Exercise instructions: Where a line of the entries below includes the string "roads", count it. Give only the resulting number.

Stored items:
────

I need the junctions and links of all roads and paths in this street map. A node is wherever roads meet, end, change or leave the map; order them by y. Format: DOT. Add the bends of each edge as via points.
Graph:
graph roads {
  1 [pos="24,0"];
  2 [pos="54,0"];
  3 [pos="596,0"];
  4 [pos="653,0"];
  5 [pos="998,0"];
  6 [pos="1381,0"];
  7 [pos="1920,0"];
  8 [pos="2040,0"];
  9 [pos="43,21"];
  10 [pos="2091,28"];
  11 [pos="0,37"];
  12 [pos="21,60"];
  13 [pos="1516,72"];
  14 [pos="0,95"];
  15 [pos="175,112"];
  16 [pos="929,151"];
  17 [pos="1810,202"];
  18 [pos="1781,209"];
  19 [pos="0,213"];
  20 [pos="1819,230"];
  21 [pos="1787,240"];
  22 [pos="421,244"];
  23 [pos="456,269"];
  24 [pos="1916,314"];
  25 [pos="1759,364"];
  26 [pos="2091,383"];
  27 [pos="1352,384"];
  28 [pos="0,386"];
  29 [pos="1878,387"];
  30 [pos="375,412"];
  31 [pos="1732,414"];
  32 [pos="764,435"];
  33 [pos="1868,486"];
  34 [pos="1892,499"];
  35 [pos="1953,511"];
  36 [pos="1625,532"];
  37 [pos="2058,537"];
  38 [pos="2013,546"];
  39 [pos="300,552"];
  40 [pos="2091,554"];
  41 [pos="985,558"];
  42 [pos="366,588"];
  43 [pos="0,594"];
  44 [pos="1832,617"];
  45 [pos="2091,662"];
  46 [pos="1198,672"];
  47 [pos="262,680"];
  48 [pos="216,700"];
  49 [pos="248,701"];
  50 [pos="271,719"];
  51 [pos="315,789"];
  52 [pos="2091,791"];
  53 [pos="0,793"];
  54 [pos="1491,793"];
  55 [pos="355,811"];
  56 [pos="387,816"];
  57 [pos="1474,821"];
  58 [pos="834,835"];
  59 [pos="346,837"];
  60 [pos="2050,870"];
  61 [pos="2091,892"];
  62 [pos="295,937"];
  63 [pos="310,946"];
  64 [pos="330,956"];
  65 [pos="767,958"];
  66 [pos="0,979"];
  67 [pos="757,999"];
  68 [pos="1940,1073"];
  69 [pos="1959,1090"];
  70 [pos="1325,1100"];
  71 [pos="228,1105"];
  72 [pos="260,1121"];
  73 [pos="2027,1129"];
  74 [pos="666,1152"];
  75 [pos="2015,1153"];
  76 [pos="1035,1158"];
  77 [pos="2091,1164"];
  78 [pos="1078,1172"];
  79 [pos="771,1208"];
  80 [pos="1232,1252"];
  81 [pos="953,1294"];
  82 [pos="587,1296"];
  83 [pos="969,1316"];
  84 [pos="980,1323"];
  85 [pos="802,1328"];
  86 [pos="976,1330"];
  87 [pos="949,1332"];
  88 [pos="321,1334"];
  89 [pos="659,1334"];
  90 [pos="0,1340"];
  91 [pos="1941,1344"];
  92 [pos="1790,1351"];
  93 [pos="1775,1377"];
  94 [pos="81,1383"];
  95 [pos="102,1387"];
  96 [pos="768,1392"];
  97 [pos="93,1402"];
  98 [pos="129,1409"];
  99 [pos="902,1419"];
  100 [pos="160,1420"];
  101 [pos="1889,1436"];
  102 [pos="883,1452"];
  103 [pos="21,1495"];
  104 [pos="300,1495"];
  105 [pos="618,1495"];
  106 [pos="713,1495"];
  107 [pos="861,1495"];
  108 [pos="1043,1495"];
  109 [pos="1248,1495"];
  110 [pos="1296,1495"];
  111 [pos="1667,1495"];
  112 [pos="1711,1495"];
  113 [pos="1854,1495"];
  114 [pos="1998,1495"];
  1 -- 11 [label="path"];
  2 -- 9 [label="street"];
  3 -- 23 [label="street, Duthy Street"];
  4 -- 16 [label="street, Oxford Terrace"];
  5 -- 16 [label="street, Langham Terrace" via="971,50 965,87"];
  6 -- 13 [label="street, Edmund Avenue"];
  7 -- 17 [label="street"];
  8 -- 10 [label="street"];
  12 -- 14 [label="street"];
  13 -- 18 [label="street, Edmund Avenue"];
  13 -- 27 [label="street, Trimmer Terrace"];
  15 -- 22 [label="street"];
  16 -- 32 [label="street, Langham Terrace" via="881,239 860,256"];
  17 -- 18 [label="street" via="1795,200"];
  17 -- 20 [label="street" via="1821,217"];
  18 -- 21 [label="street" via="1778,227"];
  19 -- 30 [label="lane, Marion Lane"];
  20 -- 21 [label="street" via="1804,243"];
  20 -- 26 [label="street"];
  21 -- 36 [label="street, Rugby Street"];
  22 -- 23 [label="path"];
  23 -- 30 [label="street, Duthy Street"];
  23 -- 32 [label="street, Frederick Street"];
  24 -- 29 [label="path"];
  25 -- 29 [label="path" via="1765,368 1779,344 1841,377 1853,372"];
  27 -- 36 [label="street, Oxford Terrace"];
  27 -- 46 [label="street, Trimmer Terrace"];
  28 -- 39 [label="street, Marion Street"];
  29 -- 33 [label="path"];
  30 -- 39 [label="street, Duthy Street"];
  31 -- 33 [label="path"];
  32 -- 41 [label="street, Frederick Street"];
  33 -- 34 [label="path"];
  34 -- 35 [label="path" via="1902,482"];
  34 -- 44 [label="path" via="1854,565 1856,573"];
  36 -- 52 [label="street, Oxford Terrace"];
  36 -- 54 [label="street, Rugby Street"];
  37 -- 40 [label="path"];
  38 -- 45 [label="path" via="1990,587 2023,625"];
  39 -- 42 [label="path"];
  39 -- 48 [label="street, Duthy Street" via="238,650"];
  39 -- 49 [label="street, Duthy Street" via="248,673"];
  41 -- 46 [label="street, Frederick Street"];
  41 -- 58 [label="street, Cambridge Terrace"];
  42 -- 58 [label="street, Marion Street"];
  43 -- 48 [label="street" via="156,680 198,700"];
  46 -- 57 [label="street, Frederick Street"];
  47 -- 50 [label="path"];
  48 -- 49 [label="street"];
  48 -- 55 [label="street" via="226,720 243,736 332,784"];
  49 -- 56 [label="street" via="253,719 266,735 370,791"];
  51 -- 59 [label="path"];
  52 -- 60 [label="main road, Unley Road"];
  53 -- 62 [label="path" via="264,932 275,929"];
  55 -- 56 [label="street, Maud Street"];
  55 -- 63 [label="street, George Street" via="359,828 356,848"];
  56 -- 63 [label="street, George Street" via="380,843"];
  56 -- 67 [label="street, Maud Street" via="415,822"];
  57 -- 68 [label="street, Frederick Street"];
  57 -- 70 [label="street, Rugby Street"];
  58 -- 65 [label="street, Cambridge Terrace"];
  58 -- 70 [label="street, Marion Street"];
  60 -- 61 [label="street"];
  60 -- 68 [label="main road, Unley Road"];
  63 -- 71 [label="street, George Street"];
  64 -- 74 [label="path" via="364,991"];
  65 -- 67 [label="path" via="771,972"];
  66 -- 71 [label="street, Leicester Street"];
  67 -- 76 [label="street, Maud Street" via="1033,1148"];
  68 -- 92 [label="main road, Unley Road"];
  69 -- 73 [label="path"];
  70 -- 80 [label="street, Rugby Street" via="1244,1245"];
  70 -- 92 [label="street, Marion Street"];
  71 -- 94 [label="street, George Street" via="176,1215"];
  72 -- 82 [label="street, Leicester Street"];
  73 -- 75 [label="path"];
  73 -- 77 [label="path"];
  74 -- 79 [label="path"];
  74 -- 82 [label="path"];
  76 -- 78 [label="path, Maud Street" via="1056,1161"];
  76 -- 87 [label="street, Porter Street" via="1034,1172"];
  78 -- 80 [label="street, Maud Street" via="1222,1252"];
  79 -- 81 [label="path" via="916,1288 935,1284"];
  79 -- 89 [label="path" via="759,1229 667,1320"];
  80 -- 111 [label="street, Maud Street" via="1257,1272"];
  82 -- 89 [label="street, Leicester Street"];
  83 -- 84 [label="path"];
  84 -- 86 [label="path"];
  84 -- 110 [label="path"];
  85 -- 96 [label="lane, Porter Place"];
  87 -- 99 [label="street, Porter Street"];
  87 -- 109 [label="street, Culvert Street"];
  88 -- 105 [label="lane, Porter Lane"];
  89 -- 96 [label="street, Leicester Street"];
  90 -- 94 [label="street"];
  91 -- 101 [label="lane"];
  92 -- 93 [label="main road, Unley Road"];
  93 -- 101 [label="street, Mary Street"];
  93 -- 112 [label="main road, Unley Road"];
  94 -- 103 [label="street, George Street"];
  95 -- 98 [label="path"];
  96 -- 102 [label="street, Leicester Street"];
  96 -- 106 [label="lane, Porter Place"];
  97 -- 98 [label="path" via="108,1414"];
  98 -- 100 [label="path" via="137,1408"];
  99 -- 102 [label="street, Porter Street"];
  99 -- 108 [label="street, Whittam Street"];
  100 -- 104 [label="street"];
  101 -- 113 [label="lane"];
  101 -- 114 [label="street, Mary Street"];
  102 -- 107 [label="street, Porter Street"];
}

────

Expected answer: 2